There is definitely the evidence of other hands all throughout this story, and it also looks to me as though the ending was completely rewritten–possibly to turn what was intended as the first part of a multi-part adventure into a one-off. But there are shifts in art style and even lettering style all through the piece, indicating that a bunch of corrections were done, either exclusively in house or due to the edicts of the Comics Code. This issue contained one of the most egregious changes the Code mandated, causing a page of the original story to be pulled out at the last minute. So late in the process did this happen that there wasn’t time to color separate the replacement page that John Romita drew up, and so it ran in the issue in black and white. This gave that moment an interesting effect, but it also drew more attention to the fact that something had been altered.

The story is relatively straightforward–it’s really Heath’s depiction of the underworld that makes it memorable. Daimon Hellstrom has been summoned to a remote castle by a shade that seems to be the spirit of his dead mother, who escorts him on a tour of hell, his father Satan’s domain. Along the way, there’s a bunch of fighting (as you would expect) and also a bunch of pontificating on the nature of good and evil–as perhaps you might also expect.

But the whole thing is really an artist’s showcase for Russ Heath, and he delivers in spades. There are a ton of memorable images in this story, such as that fish-eye lens shot of Daimon in the first panel of this page. It also looks as though Heath was channeling some of the Filipino artists who had come into the field working for Jim Warren and over on the DC titles–or else, somebody from that camp was involved with reworking bits of the story, possibly Tony DeZuniga. Everything worked fine in color, but I suspect it would have been sharper and more impactful in black and white, which is what makes me wonder whether that was what the story had originally been intended for.

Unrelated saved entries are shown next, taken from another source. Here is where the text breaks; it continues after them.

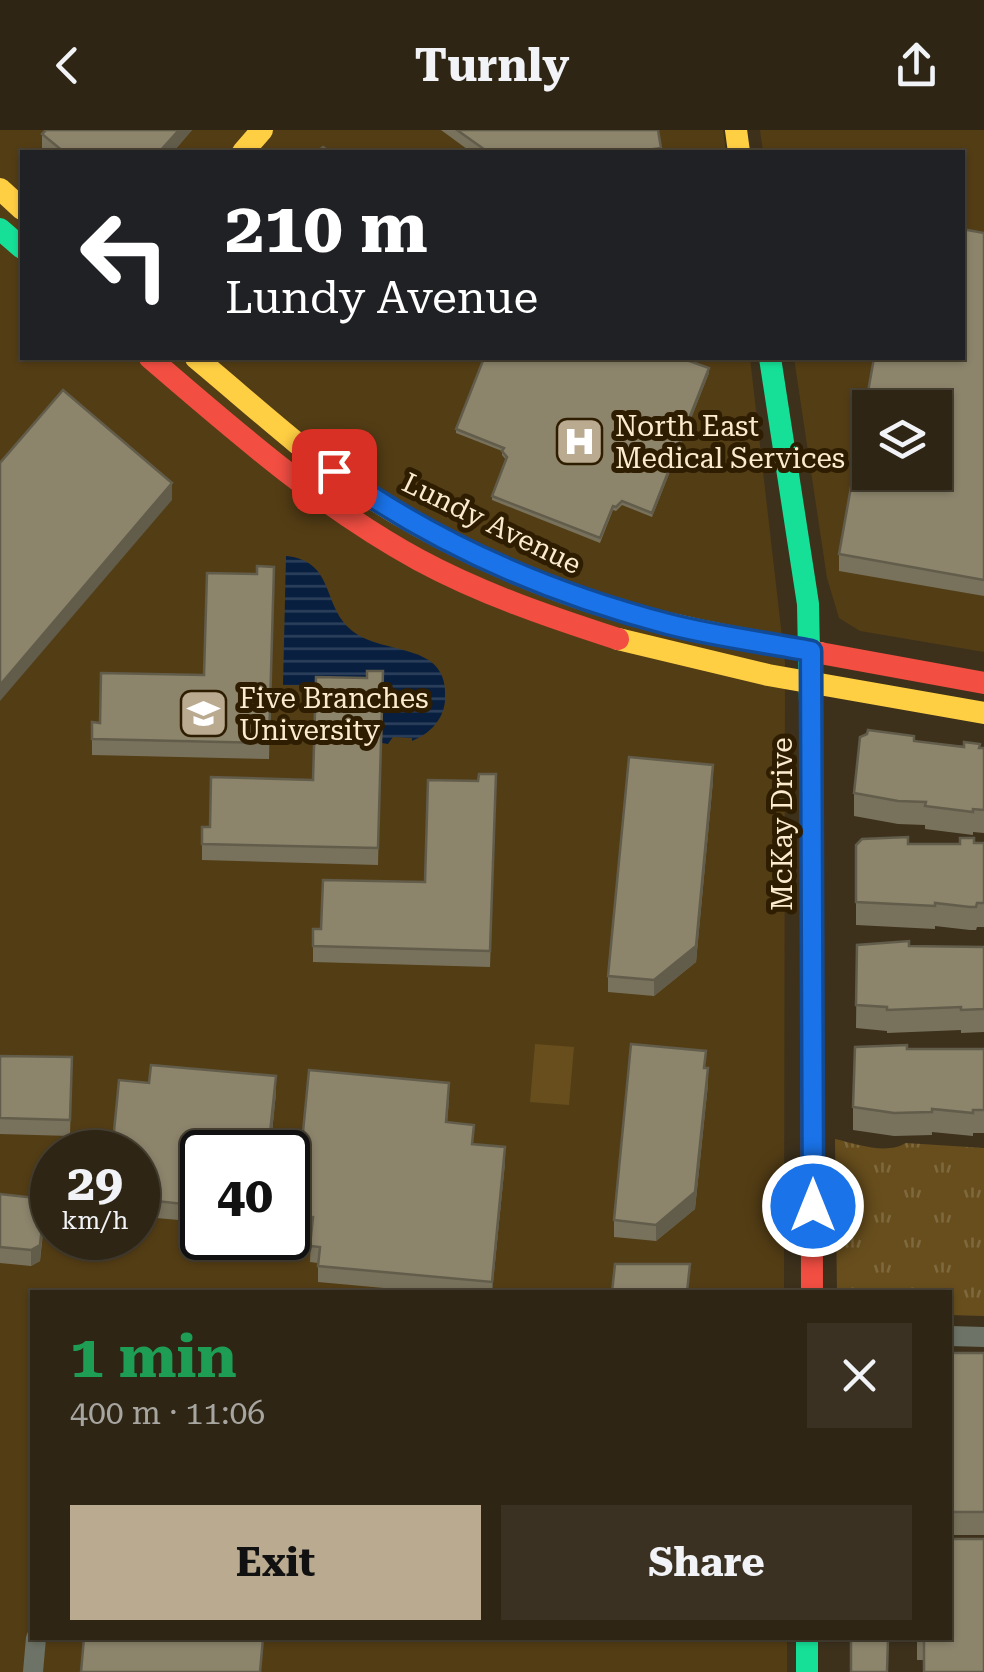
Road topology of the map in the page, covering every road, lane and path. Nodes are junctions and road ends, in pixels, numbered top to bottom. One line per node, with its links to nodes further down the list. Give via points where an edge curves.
1 (262, 130): 2 (main road)
2 (244, 150)
3 (0, 190): 4 (main road)
4 (20, 207)
5 (0, 229): 6 (main road)
6 (20, 246)
7 (152, 360): 11 (main road, via 322,500 422,562 612,640)
8 (198, 360): 10 (main road, Lundy Avenue, via 358,488 532,581 670,624)
9 (770, 360): 10 (main road, McKay Drive)
10 (811, 651): 11 (main road, McKay Drive); 12 (main road, Lundy Avenue)
11 (812, 681): 13 (main road); 14 (main road, McKay Drive)
12 (984, 683)
13 (984, 713)
14 (812, 1290)
15 (952, 1336): 16 (street)
16 (984, 1337)
17 (36, 1640): 19 (street)
18 (807, 1640): 20 (main road)
19 (33, 1672)
20 (807, 1672)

Now we come to the page that the Comics Code cut–an action and even a sequence that also points at this tale originally having been created for one of the B & W magazines that weren’t bound by the Code’s strictures. on the upper left is the lead-in page and the replacement black and white page that John Romita whipped up. On the far right, is the missing original page. Clearly, it was the depiction of the crucifixion that the Code objected to–and who could really blame them? There was a panel on the top of the following page that pretty clearly had been revised as well, though this page was able to appear in color, go figure.

And as I mentioned previously, the ending of the story was rewritten as well–and it’s really this ending that I recall the most vividly. Russ Heath doesn’t seem to have had any hand in this final page. The acting and pacing looks to my eye like al Buscema breakdowns under a heavy finisher, possibly Jim Mooney. But as a kid, I loved this wrap-up, and the idea that the whole story had been a nightmare that Satan had been experiencing while the world celebrated Christmas. It was a fun twist, though who knows what writer Mantlo thought about it (and whether he was involved in scripting this final page at all, or whether it was handled by editor Archie Goodwin, as the drop-in page had been.